→ **Problem details**:
For the listing that follows, give again exactly the lines from the one with "pinky mcp: (422, 211)" to the one with "middle mcp: (115, 95)", including both.
*** Begin section ***
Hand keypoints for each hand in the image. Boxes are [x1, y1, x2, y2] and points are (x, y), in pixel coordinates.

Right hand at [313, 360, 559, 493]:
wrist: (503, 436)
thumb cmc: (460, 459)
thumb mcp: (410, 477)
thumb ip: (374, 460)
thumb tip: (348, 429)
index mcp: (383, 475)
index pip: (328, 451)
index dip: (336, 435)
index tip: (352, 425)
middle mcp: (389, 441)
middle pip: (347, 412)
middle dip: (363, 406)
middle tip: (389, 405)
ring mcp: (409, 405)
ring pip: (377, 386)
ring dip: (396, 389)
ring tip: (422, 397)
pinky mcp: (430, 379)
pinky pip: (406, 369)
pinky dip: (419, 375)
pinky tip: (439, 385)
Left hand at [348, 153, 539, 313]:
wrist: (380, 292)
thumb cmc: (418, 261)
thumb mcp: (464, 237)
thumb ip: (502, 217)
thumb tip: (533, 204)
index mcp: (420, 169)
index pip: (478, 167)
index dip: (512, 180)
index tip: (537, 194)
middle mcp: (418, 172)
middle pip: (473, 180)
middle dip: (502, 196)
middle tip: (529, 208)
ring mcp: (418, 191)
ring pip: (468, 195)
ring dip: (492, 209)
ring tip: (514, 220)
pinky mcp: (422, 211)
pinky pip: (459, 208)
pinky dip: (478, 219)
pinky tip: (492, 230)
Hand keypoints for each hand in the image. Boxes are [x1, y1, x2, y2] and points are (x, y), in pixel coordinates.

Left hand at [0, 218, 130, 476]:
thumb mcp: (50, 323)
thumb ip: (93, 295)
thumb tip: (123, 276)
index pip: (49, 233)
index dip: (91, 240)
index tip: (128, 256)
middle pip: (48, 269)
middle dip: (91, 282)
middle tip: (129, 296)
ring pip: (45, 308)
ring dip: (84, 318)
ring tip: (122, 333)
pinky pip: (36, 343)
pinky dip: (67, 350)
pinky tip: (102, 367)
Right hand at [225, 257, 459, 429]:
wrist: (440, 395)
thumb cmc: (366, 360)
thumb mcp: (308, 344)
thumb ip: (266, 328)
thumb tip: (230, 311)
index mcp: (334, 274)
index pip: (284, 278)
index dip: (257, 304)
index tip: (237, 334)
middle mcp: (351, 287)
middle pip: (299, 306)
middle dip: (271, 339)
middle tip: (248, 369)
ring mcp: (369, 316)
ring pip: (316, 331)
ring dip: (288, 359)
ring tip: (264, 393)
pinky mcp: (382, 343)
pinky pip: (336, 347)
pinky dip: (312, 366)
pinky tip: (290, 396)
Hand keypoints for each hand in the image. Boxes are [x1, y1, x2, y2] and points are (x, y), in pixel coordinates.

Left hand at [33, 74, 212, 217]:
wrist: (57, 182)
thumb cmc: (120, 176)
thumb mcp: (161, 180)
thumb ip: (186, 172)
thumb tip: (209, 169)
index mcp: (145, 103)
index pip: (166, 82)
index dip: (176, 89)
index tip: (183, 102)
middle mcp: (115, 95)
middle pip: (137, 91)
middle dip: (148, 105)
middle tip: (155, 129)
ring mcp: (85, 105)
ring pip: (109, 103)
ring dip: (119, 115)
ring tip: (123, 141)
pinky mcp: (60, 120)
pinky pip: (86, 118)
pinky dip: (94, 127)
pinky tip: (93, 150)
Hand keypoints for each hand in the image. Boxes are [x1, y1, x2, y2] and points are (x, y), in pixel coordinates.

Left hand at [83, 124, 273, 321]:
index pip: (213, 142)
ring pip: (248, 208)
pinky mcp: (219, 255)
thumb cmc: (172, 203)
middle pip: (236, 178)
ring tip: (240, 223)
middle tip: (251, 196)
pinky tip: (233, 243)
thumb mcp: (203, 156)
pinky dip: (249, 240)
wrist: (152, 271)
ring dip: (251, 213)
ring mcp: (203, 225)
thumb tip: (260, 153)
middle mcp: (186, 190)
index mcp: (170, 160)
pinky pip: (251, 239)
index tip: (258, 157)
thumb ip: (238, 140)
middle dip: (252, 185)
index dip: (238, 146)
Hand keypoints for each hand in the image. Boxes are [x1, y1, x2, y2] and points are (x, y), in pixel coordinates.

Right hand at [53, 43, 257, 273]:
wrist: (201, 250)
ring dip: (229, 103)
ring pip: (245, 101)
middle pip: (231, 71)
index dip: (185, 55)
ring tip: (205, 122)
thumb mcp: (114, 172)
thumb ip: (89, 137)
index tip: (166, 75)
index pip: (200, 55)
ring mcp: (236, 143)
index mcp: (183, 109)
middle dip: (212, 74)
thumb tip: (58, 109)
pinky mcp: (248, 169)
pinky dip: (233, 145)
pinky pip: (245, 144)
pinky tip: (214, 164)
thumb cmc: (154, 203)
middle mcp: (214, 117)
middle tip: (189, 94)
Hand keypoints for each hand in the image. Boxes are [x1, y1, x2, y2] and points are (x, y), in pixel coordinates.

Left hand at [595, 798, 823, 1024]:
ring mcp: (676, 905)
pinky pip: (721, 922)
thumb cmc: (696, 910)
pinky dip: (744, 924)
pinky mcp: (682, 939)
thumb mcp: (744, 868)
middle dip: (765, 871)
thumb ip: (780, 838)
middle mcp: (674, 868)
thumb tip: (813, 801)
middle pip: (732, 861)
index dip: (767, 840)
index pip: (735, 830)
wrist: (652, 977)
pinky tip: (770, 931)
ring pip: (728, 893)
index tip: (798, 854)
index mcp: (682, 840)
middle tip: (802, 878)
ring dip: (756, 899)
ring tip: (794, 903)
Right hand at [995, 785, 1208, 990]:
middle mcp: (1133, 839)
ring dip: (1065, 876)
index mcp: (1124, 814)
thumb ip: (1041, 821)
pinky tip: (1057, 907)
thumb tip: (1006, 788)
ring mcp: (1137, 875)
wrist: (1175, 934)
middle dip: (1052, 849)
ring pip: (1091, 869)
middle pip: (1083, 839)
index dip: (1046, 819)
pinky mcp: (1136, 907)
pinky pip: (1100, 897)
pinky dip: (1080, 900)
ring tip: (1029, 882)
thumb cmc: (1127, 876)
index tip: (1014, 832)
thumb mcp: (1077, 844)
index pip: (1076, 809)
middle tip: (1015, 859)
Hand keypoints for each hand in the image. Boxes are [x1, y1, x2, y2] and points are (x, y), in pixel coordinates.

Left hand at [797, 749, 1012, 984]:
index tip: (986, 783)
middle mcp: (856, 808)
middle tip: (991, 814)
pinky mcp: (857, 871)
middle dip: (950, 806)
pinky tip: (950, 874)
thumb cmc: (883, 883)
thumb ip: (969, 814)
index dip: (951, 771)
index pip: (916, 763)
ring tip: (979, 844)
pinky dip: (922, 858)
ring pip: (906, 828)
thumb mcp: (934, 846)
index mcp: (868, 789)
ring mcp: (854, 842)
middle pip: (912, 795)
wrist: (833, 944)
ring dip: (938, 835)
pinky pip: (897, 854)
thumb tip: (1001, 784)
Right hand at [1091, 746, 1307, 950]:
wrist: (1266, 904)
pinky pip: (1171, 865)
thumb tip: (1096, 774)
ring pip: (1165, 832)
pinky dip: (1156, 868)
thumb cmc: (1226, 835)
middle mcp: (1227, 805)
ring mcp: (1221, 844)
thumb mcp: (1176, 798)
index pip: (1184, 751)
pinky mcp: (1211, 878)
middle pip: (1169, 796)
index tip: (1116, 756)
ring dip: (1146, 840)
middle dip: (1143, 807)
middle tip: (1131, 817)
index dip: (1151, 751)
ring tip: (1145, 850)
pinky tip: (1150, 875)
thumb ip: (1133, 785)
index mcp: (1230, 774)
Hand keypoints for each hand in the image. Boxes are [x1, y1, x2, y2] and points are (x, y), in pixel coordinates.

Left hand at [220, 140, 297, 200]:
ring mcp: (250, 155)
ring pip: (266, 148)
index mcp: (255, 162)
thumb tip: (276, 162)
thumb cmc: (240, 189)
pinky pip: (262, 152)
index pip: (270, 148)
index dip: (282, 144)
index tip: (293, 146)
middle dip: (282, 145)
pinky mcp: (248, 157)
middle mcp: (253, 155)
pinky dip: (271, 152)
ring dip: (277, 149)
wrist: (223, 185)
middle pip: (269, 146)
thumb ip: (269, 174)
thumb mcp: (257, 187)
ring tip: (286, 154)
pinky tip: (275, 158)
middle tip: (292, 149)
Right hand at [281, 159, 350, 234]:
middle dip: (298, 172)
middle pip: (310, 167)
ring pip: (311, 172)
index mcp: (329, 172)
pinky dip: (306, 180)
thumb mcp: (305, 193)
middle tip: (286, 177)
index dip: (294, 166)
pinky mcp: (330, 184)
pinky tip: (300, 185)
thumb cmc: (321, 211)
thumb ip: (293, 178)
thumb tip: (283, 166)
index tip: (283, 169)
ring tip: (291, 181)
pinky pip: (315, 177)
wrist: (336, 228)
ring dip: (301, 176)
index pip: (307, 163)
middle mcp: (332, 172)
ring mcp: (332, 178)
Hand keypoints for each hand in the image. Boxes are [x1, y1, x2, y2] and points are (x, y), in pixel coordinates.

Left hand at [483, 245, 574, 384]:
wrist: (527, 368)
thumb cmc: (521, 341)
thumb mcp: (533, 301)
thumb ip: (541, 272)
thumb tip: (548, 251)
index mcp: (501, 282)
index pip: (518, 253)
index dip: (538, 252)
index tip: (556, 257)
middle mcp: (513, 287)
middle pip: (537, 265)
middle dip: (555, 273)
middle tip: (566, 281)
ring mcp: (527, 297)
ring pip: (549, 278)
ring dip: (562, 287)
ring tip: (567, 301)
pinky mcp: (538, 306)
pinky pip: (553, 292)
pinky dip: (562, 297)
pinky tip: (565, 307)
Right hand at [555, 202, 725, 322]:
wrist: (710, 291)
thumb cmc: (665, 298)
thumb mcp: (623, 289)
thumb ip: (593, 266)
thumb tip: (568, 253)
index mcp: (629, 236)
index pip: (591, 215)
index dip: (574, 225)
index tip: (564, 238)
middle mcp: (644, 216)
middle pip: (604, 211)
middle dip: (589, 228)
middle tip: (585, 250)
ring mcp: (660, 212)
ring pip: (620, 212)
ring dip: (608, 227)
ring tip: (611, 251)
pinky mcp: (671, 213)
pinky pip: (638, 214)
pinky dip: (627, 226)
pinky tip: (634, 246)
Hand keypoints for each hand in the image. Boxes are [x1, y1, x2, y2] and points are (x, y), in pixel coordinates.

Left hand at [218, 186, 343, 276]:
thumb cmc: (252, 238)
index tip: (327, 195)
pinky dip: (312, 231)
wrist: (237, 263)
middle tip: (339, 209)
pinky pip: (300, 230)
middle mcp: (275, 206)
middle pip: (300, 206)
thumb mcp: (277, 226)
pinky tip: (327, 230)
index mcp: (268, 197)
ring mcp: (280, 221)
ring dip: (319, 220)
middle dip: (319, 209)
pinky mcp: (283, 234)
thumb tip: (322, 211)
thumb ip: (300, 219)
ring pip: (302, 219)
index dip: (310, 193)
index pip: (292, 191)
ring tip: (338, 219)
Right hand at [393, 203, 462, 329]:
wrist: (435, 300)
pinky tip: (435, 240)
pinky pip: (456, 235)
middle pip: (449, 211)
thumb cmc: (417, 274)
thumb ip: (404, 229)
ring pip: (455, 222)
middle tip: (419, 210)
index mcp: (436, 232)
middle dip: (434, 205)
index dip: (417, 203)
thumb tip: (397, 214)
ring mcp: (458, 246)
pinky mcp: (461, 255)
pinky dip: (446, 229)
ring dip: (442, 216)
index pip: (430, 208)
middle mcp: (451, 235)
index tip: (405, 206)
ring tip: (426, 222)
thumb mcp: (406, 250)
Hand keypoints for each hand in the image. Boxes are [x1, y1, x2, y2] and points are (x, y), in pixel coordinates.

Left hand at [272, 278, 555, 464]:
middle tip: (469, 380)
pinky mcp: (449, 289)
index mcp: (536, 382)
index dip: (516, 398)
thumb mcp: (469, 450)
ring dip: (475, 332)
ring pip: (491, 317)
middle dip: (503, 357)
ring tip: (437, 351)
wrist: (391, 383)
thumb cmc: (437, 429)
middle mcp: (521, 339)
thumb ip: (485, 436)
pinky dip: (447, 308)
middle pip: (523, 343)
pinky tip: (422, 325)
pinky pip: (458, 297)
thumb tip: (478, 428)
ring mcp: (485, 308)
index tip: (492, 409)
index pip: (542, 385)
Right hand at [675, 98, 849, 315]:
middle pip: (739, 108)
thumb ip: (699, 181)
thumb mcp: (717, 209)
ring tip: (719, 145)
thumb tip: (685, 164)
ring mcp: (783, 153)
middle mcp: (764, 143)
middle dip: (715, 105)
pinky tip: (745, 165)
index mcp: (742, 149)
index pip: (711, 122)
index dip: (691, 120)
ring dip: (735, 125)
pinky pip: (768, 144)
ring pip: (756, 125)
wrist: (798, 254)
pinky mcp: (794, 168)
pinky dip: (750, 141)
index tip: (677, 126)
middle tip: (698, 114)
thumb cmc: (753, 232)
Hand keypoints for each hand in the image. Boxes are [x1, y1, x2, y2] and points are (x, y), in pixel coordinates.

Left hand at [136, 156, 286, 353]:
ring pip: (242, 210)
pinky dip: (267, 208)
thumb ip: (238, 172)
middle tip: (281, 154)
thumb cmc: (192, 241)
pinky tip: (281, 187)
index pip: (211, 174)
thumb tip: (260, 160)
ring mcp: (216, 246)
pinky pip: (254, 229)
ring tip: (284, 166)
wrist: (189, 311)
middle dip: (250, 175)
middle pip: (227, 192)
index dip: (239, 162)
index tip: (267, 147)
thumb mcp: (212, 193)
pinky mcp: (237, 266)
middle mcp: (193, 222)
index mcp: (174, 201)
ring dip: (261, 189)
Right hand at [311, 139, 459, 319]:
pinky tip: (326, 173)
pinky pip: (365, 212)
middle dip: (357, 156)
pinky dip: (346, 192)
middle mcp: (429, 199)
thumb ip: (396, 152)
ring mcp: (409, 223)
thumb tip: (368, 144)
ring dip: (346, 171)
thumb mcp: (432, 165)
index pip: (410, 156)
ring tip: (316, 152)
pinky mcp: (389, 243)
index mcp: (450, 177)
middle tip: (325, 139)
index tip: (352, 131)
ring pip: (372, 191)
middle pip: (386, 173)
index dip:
*** End section ***
→ **Your solution**:
pinky mcp: (422, 211)
pinky pip: (459, 208)
pinky dip: (478, 219)
pinky tip: (492, 230)
Hand keypoints for each hand in the image. Boxes are [x1, y1, x2, y2] and points are (x, y), in pixel coordinates.

Left hand at [0, 218, 130, 476]:
thumb mcp: (50, 323)
thumb ip: (93, 295)
thumb tip: (123, 276)
index pip: (49, 233)
index dip: (91, 240)
index tip: (128, 256)
middle pip: (48, 269)
middle dip: (91, 282)
middle tip: (129, 296)
ring pip: (45, 308)
ring dip: (84, 318)
ring tip: (122, 333)
pinky pip: (36, 343)
pinky dip: (67, 350)
pinky tip: (102, 367)
Right hand at [225, 257, 459, 429]:
wrist: (440, 395)
thumb cmc: (366, 360)
thumb mcp: (308, 344)
thumb ip: (266, 328)
thumb tip: (230, 311)
index mcp: (334, 274)
index pip: (284, 278)
index dip: (257, 304)
index tip: (237, 334)
middle mcp: (351, 287)
middle pip: (299, 306)
middle dip: (271, 339)
middle tip: (248, 369)
ring mcp: (369, 316)
ring pip: (316, 331)
ring dip: (288, 359)
ring tip: (264, 393)
pinky mcp: (382, 343)
pinky pip: (336, 347)
pinky dip: (312, 366)
pinky tip: (290, 396)
Hand keypoints for each hand in the image. Boxes are [x1, y1, x2, y2] and points are (x, y), in pixel coordinates.

Left hand at [33, 74, 212, 217]:
wrist: (57, 182)
thumb cmc: (120, 176)
thumb mcp: (161, 180)
thumb ip: (186, 172)
thumb tip: (209, 169)
index mcp: (145, 103)
index pip: (166, 82)
index dip: (176, 89)
index tip: (183, 102)
middle mcp: (115, 95)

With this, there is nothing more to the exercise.